- _What is being asked_: Nothing in the entries should change; repeat them exactly.

- _Stored data entries_:

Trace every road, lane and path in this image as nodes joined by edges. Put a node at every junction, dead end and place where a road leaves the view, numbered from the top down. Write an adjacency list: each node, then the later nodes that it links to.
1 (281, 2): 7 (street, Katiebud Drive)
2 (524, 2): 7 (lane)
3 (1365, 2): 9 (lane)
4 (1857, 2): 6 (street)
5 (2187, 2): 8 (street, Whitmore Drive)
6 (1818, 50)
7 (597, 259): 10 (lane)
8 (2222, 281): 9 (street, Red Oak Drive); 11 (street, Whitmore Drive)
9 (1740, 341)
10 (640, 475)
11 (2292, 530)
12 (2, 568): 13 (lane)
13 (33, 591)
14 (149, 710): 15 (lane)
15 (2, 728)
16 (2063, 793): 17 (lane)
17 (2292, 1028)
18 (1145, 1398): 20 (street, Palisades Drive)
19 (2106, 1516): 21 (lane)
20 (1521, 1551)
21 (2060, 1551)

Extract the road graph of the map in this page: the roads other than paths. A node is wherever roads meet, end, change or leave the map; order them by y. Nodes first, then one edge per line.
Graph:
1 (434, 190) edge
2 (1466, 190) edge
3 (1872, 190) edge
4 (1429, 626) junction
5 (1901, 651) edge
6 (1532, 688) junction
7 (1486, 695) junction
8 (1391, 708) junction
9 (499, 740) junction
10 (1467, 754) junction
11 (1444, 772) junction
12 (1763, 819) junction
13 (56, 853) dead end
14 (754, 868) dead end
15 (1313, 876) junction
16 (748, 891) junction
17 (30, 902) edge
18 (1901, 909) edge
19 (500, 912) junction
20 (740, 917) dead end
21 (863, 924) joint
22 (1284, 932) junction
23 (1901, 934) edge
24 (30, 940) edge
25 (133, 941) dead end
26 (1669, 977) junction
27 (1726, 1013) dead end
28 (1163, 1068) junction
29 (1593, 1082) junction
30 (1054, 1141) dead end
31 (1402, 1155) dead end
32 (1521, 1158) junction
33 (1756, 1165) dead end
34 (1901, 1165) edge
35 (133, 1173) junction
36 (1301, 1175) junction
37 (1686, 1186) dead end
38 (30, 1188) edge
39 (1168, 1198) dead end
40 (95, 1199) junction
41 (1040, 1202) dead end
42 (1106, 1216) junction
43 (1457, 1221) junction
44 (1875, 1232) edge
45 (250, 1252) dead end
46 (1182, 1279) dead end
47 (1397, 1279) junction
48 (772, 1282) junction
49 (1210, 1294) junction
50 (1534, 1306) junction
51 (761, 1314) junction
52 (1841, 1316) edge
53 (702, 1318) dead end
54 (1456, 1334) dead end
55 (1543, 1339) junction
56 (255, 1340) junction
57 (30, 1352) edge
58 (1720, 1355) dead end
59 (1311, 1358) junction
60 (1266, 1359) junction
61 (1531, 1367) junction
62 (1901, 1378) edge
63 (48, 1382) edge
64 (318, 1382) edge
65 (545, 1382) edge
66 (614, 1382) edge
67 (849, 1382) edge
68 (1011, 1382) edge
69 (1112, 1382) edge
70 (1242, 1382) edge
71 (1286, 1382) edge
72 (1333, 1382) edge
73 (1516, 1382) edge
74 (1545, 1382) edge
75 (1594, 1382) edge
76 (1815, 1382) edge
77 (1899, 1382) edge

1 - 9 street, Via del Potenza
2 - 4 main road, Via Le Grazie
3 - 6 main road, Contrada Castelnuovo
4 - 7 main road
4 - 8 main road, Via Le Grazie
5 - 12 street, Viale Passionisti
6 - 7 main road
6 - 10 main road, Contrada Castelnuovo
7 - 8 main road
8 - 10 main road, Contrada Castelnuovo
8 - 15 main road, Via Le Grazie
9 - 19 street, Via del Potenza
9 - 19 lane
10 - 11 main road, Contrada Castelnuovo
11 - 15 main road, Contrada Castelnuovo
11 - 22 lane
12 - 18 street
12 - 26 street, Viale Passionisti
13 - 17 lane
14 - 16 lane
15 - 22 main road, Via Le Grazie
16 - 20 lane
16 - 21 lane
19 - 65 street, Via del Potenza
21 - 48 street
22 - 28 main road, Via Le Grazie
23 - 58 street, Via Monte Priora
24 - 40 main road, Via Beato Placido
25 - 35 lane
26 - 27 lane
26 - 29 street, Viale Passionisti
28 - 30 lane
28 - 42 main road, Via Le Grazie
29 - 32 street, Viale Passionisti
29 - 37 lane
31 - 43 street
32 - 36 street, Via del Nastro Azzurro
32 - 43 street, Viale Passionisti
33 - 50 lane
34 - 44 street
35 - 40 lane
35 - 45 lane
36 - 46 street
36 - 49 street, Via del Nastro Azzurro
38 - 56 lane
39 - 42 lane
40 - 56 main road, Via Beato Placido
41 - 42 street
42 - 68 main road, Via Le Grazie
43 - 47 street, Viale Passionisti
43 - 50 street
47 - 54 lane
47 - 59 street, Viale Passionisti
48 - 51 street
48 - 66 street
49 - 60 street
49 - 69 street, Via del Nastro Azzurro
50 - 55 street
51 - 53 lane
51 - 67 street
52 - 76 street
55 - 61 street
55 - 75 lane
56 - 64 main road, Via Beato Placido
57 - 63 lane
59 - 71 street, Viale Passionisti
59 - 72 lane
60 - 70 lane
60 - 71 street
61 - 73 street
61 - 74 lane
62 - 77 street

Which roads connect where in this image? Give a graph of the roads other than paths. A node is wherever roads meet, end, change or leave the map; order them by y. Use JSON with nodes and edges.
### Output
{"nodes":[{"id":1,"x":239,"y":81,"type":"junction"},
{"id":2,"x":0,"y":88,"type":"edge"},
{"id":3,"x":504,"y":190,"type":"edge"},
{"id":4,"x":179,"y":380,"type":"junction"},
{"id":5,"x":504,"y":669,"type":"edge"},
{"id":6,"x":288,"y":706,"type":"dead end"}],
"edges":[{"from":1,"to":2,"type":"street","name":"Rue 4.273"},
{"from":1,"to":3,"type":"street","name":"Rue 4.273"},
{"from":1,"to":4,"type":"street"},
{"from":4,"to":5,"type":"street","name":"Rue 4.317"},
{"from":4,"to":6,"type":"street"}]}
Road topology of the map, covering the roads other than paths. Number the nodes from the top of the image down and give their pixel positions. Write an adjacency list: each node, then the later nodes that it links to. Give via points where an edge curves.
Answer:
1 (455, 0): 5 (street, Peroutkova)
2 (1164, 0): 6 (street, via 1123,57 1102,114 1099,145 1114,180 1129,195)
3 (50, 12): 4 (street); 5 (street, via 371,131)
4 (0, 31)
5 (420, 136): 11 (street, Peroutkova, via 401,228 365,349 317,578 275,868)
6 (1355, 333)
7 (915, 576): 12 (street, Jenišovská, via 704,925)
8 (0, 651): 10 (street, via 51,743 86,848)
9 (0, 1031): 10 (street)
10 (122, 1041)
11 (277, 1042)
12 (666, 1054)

- _Response_:
Trace every road, lane and path in this image as nodes joined by edges. Put a node at every junction, dead end and place where a road leaves the view, numbered from the top down. Write an adjacency list: each node, then the later nodes that it links to.
1 (281, 2): 7 (street, Katiebud Drive)
2 (524, 2): 7 (lane)
3 (1365, 2): 9 (lane)
4 (1857, 2): 6 (street)
5 (2187, 2): 8 (street, Whitmore Drive)
6 (1818, 50)
7 (597, 259): 10 (lane)
8 (2222, 281): 9 (street, Red Oak Drive); 11 (street, Whitmore Drive)
9 (1740, 341)
10 (640, 475)
11 (2292, 530)
12 (2, 568): 13 (lane)
13 (33, 591)
14 (149, 710): 15 (lane)
15 (2, 728)
16 (2063, 793): 17 (lane)
17 (2292, 1028)
18 (1145, 1398): 20 (street, Palisades Drive)
19 (2106, 1516): 21 (lane)
20 (1521, 1551)
21 (2060, 1551)

Extract the road graph of the map in this page: the roads other than paths. A node is wherever roads meet, end, change or leave the map; order them by y. Nodes first, then one edge per line.
Graph:
1 (434, 190) edge
2 (1466, 190) edge
3 (1872, 190) edge
4 (1429, 626) junction
5 (1901, 651) edge
6 (1532, 688) junction
7 (1486, 695) junction
8 (1391, 708) junction
9 (499, 740) junction
10 (1467, 754) junction
11 (1444, 772) junction
12 (1763, 819) junction
13 (56, 853) dead end
14 (754, 868) dead end
15 (1313, 876) junction
16 (748, 891) junction
17 (30, 902) edge
18 (1901, 909) edge
19 (500, 912) junction
20 (740, 917) dead end
21 (863, 924) joint
22 (1284, 932) junction
23 (1901, 934) edge
24 (30, 940) edge
25 (133, 941) dead end
26 (1669, 977) junction
27 (1726, 1013) dead end
28 (1163, 1068) junction
29 (1593, 1082) junction
30 (1054, 1141) dead end
31 (1402, 1155) dead end
32 (1521, 1158) junction
33 (1756, 1165) dead end
34 (1901, 1165) edge
35 (133, 1173) junction
36 (1301, 1175) junction
37 (1686, 1186) dead end
38 (30, 1188) edge
39 (1168, 1198) dead end
40 (95, 1199) junction
41 (1040, 1202) dead end
42 (1106, 1216) junction
43 (1457, 1221) junction
44 (1875, 1232) edge
45 (250, 1252) dead end
46 (1182, 1279) dead end
47 (1397, 1279) junction
48 (772, 1282) junction
49 (1210, 1294) junction
50 (1534, 1306) junction
51 (761, 1314) junction
52 (1841, 1316) edge
53 (702, 1318) dead end
54 (1456, 1334) dead end
55 (1543, 1339) junction
56 (255, 1340) junction
57 (30, 1352) edge
58 (1720, 1355) dead end
59 (1311, 1358) junction
60 (1266, 1359) junction
61 (1531, 1367) junction
62 (1901, 1378) edge
63 (48, 1382) edge
64 (318, 1382) edge
65 (545, 1382) edge
66 (614, 1382) edge
67 (849, 1382) edge
68 (1011, 1382) edge
69 (1112, 1382) edge
70 (1242, 1382) edge
71 (1286, 1382) edge
72 (1333, 1382) edge
73 (1516, 1382) edge
74 (1545, 1382) edge
75 (1594, 1382) edge
76 (1815, 1382) edge
77 (1899, 1382) edge

1 - 9 street, Via del Potenza
2 - 4 main road, Via Le Grazie
3 - 6 main road, Contrada Castelnuovo
4 - 7 main road
4 - 8 main road, Via Le Grazie
5 - 12 street, Viale Passionisti
6 - 7 main road
6 - 10 main road, Contrada Castelnuovo
7 - 8 main road
8 - 10 main road, Contrada Castelnuovo
8 - 15 main road, Via Le Grazie
9 - 19 street, Via del Potenza
9 - 19 lane
10 - 11 main road, Contrada Castelnuovo
11 - 15 main road, Contrada Castelnuovo
11 - 22 lane
12 - 18 street
12 - 26 street, Viale Passionisti
13 - 17 lane
14 - 16 lane
15 - 22 main road, Via Le Grazie
16 - 20 lane
16 - 21 lane
19 - 65 street, Via del Potenza
21 - 48 street
22 - 28 main road, Via Le Grazie
23 - 58 street, Via Monte Priora
24 - 40 main road, Via Beato Placido
25 - 35 lane
26 - 27 lane
26 - 29 street, Viale Passionisti
28 - 30 lane
28 - 42 main road, Via Le Grazie
29 - 32 street, Viale Passionisti
29 - 37 lane
31 - 43 street
32 - 36 street, Via del Nastro Azzurro
32 - 43 street, Viale Passionisti
33 - 50 lane
34 - 44 street
35 - 40 lane
35 - 45 lane
36 - 46 street
36 - 49 street, Via del Nastro Azzurro
38 - 56 lane
39 - 42 lane
40 - 56 main road, Via Beato Placido
41 - 42 street
42 - 68 main road, Via Le Grazie
43 - 47 street, Viale Passionisti
43 - 50 street
47 - 54 lane
47 - 59 street, Viale Passionisti
48 - 51 street
48 - 66 street
49 - 60 street
49 - 69 street, Via del Nastro Azzurro
50 - 55 street
51 - 53 lane
51 - 67 street
52 - 76 street
55 - 61 street
55 - 75 lane
56 - 64 main road, Via Beato Placido
57 - 63 lane
59 - 71 street, Viale Passionisti
59 - 72 lane
60 - 70 lane
60 - 71 street
61 - 73 street
61 - 74 lane
62 - 77 street

Which roads connect where in this image? Give a graph of the roads other than paths. A node is wherever roads meet, end, change or leave the map; order them by y. Use JSON with nodes and edges.
### Output
{"nodes":[{"id":1,"x":239,"y":81,"type":"junction"},
{"id":2,"x":0,"y":88,"type":"edge"},
{"id":3,"x":504,"y":190,"type":"edge"},
{"id":4,"x":179,"y":380,"type":"junction"},
{"id":5,"x":504,"y":669,"type":"edge"},
{"id":6,"x":288,"y":706,"type":"dead end"}],
"edges":[{"from":1,"to":2,"type":"street","name":"Rue 4.273"},
{"from":1,"to":3,"type":"street","name":"Rue 4.273"},
{"from":1,"to":4,"type":"street"},
{"from":4,"to":5,"type":"street","name":"Rue 4.317"},
{"from":4,"to":6,"type":"street"}]}
Road topology of the map, covering the roads other than paths. Number the nodes from the top of the image down and give their pixel positions. Write an adjacency list: each node, then the later nodes that it links to. Give via points where an edge curves.
Answer:
1 (455, 0): 5 (street, Peroutkova)
2 (1164, 0): 6 (street, via 1123,57 1102,114 1099,145 1114,180 1129,195)
3 (50, 12): 4 (street); 5 (street, via 371,131)
4 (0, 31)
5 (420, 136): 11 (street, Peroutkova, via 401,228 365,349 317,578 275,868)
6 (1355, 333)
7 (915, 576): 12 (street, Jenišovská, via 704,925)
8 (0, 651): 10 (street, via 51,743 86,848)
9 (0, 1031): 10 (street)
10 (122, 1041)
11 (277, 1042)
12 (666, 1054)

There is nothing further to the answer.